───── Material provided ─────
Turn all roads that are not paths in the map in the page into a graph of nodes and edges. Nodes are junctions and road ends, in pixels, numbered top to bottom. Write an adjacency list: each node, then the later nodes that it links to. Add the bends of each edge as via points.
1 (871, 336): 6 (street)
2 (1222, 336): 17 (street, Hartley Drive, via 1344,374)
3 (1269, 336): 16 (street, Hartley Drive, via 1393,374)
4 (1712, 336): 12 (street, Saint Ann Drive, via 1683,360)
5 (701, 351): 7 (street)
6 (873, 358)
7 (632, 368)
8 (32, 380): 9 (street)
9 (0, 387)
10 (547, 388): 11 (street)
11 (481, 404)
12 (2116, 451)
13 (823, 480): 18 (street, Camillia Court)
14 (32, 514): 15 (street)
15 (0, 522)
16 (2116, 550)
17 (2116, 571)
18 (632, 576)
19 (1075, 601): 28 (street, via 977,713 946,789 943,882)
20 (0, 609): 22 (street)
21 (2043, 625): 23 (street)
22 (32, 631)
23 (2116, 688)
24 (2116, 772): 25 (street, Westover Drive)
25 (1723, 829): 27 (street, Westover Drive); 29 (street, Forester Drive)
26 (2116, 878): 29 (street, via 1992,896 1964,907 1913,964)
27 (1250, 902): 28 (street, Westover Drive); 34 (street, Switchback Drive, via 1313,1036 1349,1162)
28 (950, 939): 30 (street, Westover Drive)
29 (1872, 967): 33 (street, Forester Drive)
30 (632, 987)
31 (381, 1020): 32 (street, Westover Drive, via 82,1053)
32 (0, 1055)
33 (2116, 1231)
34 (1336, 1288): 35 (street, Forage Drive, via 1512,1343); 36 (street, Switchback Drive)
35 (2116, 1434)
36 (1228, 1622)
─────
All of the entries above need to be printed again exactly.

◆ **Expected answer**:
Turn all roads that are not paths in the map in the page into a graph of nodes and edges. Nodes are junctions and road ends, in pixels, numbered top to bottom. Write an adjacency list: each node, then the later nodes that it links to. Add the bends of each edge as via points.
1 (871, 336): 6 (street)
2 (1222, 336): 17 (street, Hartley Drive, via 1344,374)
3 (1269, 336): 16 (street, Hartley Drive, via 1393,374)
4 (1712, 336): 12 (street, Saint Ann Drive, via 1683,360)
5 (701, 351): 7 (street)
6 (873, 358)
7 (632, 368)
8 (32, 380): 9 (street)
9 (0, 387)
10 (547, 388): 11 (street)
11 (481, 404)
12 (2116, 451)
13 (823, 480): 18 (street, Camillia Court)
14 (32, 514): 15 (street)
15 (0, 522)
16 (2116, 550)
17 (2116, 571)
18 (632, 576)
19 (1075, 601): 28 (street, via 977,713 946,789 943,882)
20 (0, 609): 22 (street)
21 (2043, 625): 23 (street)
22 (32, 631)
23 (2116, 688)
24 (2116, 772): 25 (street, Westover Drive)
25 (1723, 829): 27 (street, Westover Drive); 29 (street, Forester Drive)
26 (2116, 878): 29 (street, via 1992,896 1964,907 1913,964)
27 (1250, 902): 28 (street, Westover Drive); 34 (street, Switchback Drive, via 1313,1036 1349,1162)
28 (950, 939): 30 (street, Westover Drive)
29 (1872, 967): 33 (street, Forester Drive)
30 (632, 987)
31 (381, 1020): 32 (street, Westover Drive, via 82,1053)
32 (0, 1055)
33 (2116, 1231)
34 (1336, 1288): 35 (street, Forage Drive, via 1512,1343); 36 (street, Switchback Drive)
35 (2116, 1434)
36 (1228, 1622)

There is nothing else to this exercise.